1章 はじめに: 複数視点幾何学のツアー

この章は、本書で扱われる主要な概念の導入部です。これらのトピックについて、簡潔に解説します。正確で明確な定義、綿密な代数計算、そして洗練された推定アルゴリズムの解説は、本書の第2章以降で行います。本章全体を通して、これらの章への具体的な参照は示しません。

1.1 はじめに:どこにでもある射影幾何学

射影変換は誰もがよく知っています。絵を見ると、正方形ではない正方形や、円ではない円が見えます。これらの平面物体を絵に写す変換は、射影変換の一例です。

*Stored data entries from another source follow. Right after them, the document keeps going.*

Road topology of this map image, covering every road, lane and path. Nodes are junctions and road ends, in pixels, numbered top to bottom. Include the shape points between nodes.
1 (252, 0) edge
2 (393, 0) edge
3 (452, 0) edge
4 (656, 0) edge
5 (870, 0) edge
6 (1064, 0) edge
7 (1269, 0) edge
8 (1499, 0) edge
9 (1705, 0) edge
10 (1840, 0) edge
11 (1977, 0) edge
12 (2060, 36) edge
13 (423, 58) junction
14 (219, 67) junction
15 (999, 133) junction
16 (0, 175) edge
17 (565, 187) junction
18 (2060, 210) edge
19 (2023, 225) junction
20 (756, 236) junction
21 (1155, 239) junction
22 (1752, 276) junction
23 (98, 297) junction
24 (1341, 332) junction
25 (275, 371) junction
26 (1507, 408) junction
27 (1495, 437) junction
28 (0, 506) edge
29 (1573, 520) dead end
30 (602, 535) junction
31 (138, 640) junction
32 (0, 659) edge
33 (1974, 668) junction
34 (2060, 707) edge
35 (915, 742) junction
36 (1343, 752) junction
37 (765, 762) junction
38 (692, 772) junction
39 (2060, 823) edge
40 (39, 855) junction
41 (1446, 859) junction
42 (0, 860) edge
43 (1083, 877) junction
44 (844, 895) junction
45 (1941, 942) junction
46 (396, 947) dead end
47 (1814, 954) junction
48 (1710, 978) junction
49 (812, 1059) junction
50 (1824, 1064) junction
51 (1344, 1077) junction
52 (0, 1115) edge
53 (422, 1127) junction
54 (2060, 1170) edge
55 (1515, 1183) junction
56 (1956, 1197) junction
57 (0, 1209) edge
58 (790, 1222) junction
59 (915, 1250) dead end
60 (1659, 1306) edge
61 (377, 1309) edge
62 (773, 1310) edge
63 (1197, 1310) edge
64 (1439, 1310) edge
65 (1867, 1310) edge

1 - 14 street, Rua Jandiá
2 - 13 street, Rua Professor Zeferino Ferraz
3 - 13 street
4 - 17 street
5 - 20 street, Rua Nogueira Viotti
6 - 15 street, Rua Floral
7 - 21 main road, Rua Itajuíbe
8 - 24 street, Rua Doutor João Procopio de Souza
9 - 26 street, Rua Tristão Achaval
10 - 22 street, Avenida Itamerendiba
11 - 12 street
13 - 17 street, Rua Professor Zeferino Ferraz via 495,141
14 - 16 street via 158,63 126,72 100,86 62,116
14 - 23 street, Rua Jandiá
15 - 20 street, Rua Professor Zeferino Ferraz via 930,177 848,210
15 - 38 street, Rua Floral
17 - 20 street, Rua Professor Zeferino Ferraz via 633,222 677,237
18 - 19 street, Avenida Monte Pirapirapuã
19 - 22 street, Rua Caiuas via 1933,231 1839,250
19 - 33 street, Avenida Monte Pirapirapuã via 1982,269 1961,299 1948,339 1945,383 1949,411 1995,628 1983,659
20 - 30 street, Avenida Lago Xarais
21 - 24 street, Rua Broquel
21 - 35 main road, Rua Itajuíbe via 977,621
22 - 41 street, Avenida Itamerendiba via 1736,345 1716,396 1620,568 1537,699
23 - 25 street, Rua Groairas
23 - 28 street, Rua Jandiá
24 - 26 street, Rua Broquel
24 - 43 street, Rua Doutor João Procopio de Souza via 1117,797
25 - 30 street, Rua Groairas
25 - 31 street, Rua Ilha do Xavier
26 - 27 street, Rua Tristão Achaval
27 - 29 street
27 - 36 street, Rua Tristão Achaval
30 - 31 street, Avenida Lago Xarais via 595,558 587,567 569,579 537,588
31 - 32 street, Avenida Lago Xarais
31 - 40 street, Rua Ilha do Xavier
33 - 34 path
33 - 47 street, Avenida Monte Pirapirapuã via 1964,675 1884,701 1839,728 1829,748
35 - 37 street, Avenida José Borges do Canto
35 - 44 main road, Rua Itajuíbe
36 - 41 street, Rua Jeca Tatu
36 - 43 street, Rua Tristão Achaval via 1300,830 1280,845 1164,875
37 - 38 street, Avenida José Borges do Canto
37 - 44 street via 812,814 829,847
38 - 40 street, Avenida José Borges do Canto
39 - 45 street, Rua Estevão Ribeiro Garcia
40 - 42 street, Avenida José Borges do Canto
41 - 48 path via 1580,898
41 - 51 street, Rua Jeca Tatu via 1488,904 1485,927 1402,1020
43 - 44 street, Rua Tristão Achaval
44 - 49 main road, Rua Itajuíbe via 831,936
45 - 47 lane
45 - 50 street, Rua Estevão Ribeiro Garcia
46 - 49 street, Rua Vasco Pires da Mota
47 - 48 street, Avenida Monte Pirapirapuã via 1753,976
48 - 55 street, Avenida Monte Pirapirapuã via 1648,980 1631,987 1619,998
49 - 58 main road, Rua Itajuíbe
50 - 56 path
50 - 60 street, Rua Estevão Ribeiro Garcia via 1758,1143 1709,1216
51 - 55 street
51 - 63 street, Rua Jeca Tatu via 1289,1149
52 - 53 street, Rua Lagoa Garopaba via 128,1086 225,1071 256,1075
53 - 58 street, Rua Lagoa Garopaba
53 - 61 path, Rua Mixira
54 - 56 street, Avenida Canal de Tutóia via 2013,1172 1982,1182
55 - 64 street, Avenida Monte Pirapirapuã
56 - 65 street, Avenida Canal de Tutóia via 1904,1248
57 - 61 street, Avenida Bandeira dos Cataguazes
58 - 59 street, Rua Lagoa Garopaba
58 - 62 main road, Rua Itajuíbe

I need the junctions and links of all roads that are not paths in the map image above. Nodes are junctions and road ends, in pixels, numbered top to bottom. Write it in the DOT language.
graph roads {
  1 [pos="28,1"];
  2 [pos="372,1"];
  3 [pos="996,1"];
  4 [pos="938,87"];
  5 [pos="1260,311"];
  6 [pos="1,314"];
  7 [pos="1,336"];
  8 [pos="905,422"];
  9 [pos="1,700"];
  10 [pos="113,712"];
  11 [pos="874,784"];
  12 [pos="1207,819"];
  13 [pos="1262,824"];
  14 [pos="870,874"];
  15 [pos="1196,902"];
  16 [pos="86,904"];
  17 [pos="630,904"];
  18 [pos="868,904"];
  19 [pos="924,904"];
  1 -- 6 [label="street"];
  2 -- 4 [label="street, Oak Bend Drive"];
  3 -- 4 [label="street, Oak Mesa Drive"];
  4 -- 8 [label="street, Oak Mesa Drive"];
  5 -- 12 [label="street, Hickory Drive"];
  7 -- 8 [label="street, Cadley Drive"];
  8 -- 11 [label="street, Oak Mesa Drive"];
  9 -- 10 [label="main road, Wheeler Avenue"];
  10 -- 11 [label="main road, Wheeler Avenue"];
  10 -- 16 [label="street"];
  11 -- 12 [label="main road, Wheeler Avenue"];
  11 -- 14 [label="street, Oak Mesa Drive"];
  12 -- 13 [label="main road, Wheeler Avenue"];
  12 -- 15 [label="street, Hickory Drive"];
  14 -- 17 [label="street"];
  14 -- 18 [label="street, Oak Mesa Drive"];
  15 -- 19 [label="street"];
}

では、射影変換によって幾何学のどのような特性が保存されるのでしょうか?確かに、形状は保存されません。円が楕円のように見える場合があるからです。長さも保存されません。円の2つの直交する半径は、射影変換によって異なる量だけ引き伸ばされるからです。角度、距離、距離の比など、これらはどれも保存されません。射影変換によって保存される幾何学はほとんどないように見えるかもしれません。しかし、保存される特性は直線性です。これは写像における最も一般的な要件であり、平面の射影変換とは、平面上の点の写像において直線が保存されるものすべてであると定義できます。

なぜ射影幾何学が必要なのかを理解するために、まずはおなじみのユークリッド幾何学から見ていきましょう。ユークリッド幾何学は、物体の角度や形状を記述する幾何学です。ユークリッド幾何学には、ある大きな点で厄介な点があります。直線の交差など、幾何学の基本概念を理解するために、例外を設け続ける必要があるのです。2本の直線(ここでは2次元幾何学を考えています)はほぼ常に1点で交わりますが、そうならない直線のペアも存在します。これを平行線と呼びます。この問題を回避するための一般的な解釈上の手段は、平行線が「無限遠で」交わると言うことです。しかし、これは必ずしも説得力があるわけではなく、無限遠は存在せず、都合の良いフィクションに過ぎないという別の格言と矛盾します。この問題を回避するには、ユークリッド平面を拡張し、平行線が交わる無限遠点を追加し、それらを「理想点」と呼ぶことで無限遠に関する問題を解決します。

これらの無限遠点を加えることで、馴染みのあるユークリッド空間は、射影空間という新しいタイプの幾何学的対象へと変換されます。これは非常に便利な考え方です。なぜなら、距離、角度、点、直線、入射といった概念を含むユークリッド空間の性質はよく知られているからです。射影空間にはそれほど不思議なところはありません。ユークリッド空間の単なる拡張であり、2本の直線は常に1点で交わりますが、時には謎めいた無限遠点で交わることもあります。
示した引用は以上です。